Vince Gotera is an award-winning member of the international Science Fiction Poetry Association with me. His collections include Ghost Wars (2003) and he was the poetry editor of the journal Asian America. He is the recipient of the Global Filipino Literary Award in Poetry. I've had the pleasure of knowing him since 2008, happily following along with his blog, The Man with the Blue Guitar.

His award-winning Ghost Wars featured sixteen new and previously published poems of his to  "understand the effects of war on all who are touched by it."  As a writer working with the Secret War for Laos as a frequent element of my work, I appreciate deeply what Vince was trying to accomplish with Ghost Wars and it's one of my favorites of his body of work.

Vince Gotera drew upon his experience as a veteran during the Vietnam War-era, and his experience being the grandson, son, and brother of combat veterans. In Ghost Wars, he explored the contradictory psychological demands made of soldiers. In this collection, men in combat existed in the moment, capturing and being captured by the power of violence.

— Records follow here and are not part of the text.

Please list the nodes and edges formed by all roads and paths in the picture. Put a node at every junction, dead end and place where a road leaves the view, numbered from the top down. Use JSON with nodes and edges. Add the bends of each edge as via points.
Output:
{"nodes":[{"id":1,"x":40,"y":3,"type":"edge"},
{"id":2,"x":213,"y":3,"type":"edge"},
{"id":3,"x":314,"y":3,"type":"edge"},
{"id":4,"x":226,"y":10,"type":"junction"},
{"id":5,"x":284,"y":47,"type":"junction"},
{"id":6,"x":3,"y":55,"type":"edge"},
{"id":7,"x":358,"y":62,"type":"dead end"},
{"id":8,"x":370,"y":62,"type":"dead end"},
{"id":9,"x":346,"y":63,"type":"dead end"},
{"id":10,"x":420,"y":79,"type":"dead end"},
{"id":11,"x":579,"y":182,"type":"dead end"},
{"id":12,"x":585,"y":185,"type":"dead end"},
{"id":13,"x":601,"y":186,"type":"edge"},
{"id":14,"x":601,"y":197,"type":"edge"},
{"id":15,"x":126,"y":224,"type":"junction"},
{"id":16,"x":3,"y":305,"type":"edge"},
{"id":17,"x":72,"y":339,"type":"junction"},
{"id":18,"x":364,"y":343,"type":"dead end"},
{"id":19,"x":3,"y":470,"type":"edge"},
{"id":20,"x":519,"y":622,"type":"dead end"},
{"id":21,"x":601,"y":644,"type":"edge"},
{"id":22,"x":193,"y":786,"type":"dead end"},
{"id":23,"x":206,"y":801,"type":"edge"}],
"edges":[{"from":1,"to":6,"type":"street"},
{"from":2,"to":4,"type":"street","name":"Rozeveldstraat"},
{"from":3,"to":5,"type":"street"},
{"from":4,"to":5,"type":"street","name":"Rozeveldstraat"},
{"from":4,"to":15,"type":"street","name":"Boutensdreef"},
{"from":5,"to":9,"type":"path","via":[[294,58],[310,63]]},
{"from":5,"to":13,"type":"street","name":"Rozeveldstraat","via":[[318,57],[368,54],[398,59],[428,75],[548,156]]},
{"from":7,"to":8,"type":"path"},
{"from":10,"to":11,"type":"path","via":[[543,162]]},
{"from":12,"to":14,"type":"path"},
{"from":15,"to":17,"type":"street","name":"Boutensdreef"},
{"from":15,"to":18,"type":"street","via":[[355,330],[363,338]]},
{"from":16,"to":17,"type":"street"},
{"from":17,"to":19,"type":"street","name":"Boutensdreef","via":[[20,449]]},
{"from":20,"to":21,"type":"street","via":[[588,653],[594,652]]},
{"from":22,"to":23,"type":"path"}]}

But what of the aftermaths, he asked? How do these soldiers live with the implications of their actions? What do make of their struggles with a persistent sense of the past, to reconcile, to heal, to understand, and to come to a point of forgiveness and love? As we look at our present conflicts, I think there's much in Ghost Wars that can speak to the veterans of any conflict and their communities that try to understand them.

Vince was born and raised in San Francisco and lived in the Philippines for part of his childhood. He completed undergraduate studies at City College of San Francisco and Stanford University, where he earned a BA. He earned an MA at San Francisco University and both an MFA and a PhD at Indiana University.

In his narrative poems, he often engages with themes of family life and romantic love, employing vivid imagery and a range of formal and metrical constraints. He is also the author of the poetry collections Dragonfly (1994) and Fighting Kite (2007) and the critical volume Radical Visions: Poetry by Vietnam Veterans (1994).

He is the editor of North American Review. In 1997, Gotera and Nick Carbó founded FLIPS, a listserv for Filipino/a literature and arts.


Gotera’s honors include a fellowship from the National Endowment for the Arts, an Academy of American Poets Prize, a Mary Roberts Rinehart Award in Poetry, and a Felix Pollak Prize in Poetry. He has taught at Humboldt State University and the University of Northern Iowa and lives in Cedar Falls, Iowa.